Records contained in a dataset
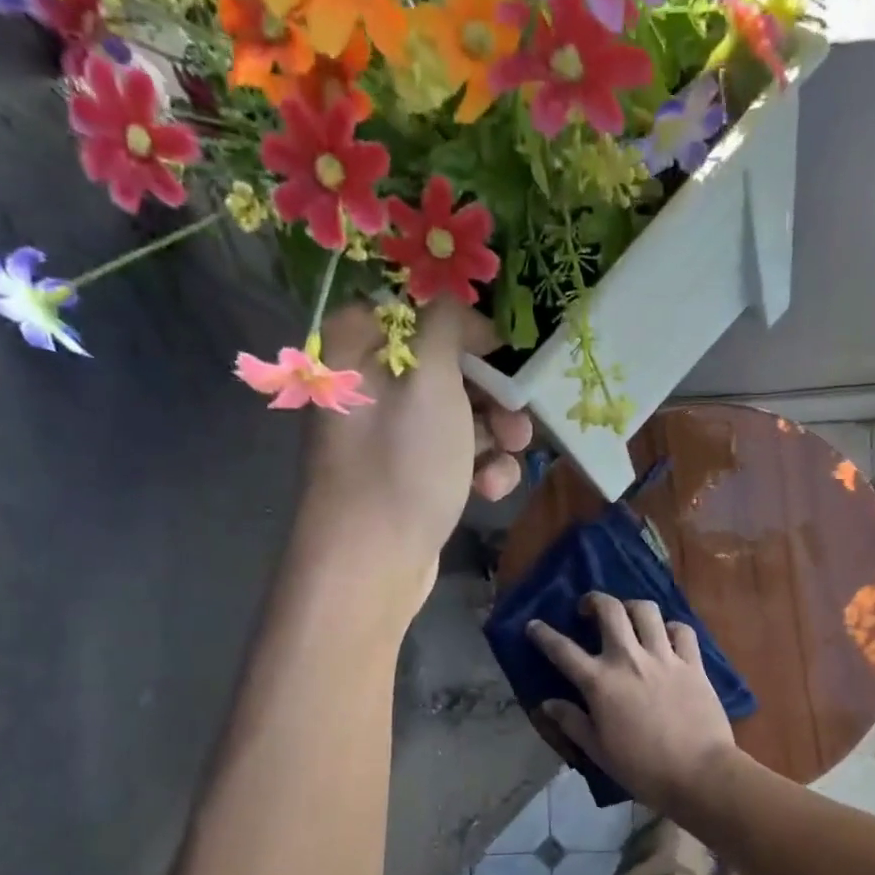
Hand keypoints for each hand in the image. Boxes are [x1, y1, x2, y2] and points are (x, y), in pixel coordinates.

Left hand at [294, 300, 531, 613]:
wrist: (373, 562)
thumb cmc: (401, 462)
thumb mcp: (428, 377)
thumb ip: (447, 324)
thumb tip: (463, 313)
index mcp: (358, 346)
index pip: (420, 312)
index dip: (468, 329)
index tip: (505, 351)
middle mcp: (371, 385)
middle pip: (450, 368)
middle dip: (493, 395)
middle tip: (516, 416)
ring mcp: (392, 435)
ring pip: (462, 415)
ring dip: (495, 436)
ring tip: (509, 457)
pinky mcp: (412, 476)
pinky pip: (456, 455)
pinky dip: (480, 469)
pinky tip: (487, 492)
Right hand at [527, 593, 737, 814]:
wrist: (699, 773)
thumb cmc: (643, 769)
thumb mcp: (598, 750)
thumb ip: (572, 722)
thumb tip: (547, 704)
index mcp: (600, 682)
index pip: (562, 650)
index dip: (543, 634)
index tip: (534, 625)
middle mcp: (629, 659)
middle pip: (609, 610)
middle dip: (593, 600)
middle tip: (588, 609)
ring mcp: (664, 657)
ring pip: (646, 610)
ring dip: (632, 607)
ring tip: (628, 617)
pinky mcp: (693, 663)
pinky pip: (682, 630)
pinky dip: (672, 628)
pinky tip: (667, 637)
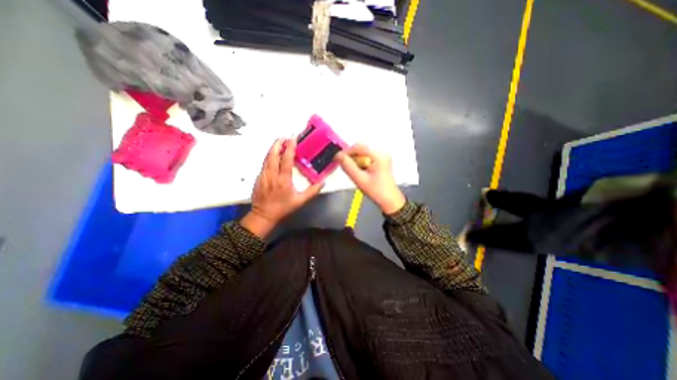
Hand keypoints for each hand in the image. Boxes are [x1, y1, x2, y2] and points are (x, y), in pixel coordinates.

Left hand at [240, 137, 325, 237]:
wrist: (263, 215)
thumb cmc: (283, 208)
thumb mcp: (300, 201)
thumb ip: (312, 191)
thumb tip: (323, 182)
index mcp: (283, 179)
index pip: (286, 159)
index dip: (289, 148)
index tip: (292, 138)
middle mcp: (272, 175)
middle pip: (273, 154)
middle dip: (278, 143)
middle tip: (284, 136)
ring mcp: (263, 175)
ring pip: (267, 157)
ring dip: (273, 148)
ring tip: (279, 141)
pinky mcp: (259, 177)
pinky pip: (264, 163)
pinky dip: (269, 156)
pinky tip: (273, 154)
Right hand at [335, 142, 402, 213]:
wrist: (390, 201)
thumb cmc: (376, 191)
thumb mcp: (360, 179)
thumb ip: (348, 166)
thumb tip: (338, 156)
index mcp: (379, 156)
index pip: (359, 147)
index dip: (346, 152)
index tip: (337, 159)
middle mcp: (382, 153)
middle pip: (361, 148)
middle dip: (351, 156)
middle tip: (344, 166)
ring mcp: (383, 157)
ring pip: (363, 153)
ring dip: (355, 160)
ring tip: (352, 171)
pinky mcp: (381, 162)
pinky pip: (367, 158)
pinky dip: (361, 162)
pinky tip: (359, 171)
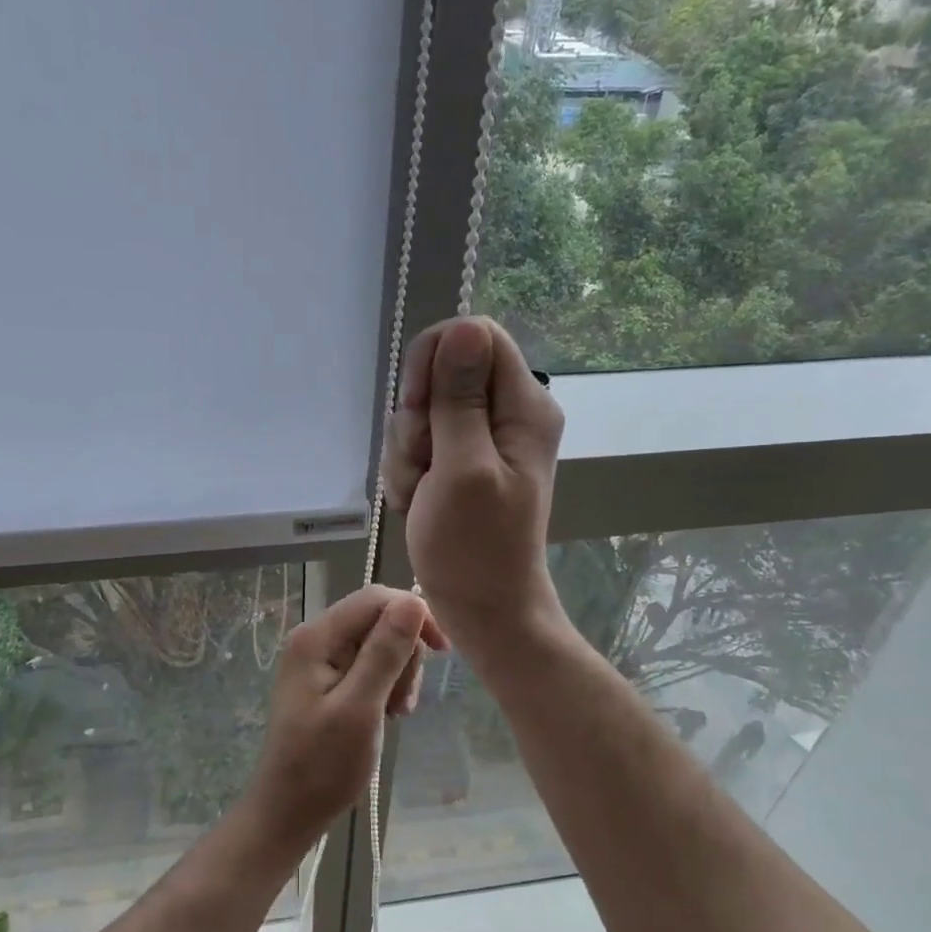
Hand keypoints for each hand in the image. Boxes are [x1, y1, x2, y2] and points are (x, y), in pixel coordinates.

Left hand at [245, 585, 447, 848]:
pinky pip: (367, 665)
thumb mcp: (360, 708)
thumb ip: (385, 652)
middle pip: (378, 619)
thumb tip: (412, 600)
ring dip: (397, 673)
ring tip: (395, 712)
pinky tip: (387, 714)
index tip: (442, 651)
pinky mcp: (326, 680)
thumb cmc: (322, 766)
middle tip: (403, 701)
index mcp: (316, 637)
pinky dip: (385, 685)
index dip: (414, 615)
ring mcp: (319, 660)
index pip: (375, 598)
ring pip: (378, 643)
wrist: (287, 812)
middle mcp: (315, 638)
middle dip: (403, 653)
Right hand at [382, 316, 565, 654]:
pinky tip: (417, 501)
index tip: (420, 406)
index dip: (437, 359)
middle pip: (442, 371)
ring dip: (407, 451)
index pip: (476, 335)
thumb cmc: (475, 547)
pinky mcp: (458, 460)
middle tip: (423, 460)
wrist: (481, 607)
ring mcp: (480, 437)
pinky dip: (408, 470)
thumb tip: (462, 325)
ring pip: (422, 410)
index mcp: (523, 406)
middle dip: (417, 416)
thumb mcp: (462, 468)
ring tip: (422, 493)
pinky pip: (417, 441)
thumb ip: (460, 398)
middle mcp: (506, 412)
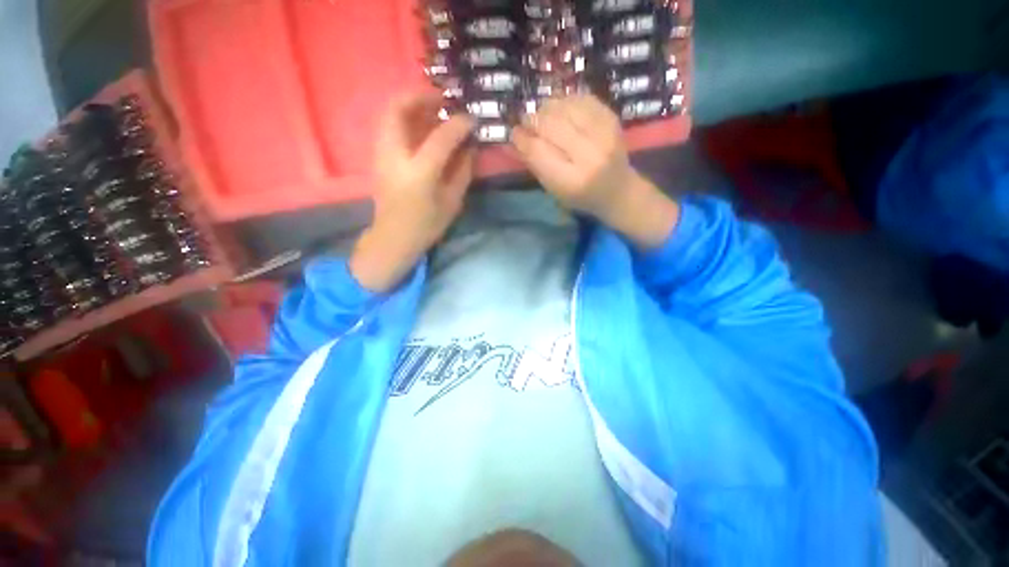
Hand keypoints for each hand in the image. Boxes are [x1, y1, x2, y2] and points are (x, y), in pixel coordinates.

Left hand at [351, 92, 474, 291]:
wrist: (393, 238)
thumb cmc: (426, 225)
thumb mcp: (452, 202)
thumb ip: (462, 172)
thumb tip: (470, 148)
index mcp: (419, 173)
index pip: (441, 137)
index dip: (458, 124)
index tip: (471, 119)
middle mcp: (396, 157)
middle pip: (398, 110)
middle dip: (421, 97)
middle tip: (443, 100)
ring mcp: (382, 154)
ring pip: (390, 114)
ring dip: (411, 105)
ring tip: (434, 110)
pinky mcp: (378, 157)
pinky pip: (390, 127)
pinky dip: (405, 119)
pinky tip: (421, 128)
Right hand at [511, 95, 678, 248]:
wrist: (618, 190)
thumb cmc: (581, 196)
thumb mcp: (554, 190)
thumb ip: (535, 164)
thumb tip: (515, 138)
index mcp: (572, 180)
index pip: (538, 151)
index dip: (522, 139)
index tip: (514, 134)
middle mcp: (589, 155)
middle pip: (550, 124)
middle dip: (532, 120)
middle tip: (525, 122)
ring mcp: (604, 133)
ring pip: (564, 106)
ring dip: (547, 108)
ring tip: (542, 116)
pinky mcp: (611, 118)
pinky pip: (580, 98)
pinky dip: (565, 101)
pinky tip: (561, 110)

_Description of the task_
Lines containing the string "Right" above: how many are there? Answer with the number only.

_Response below_
4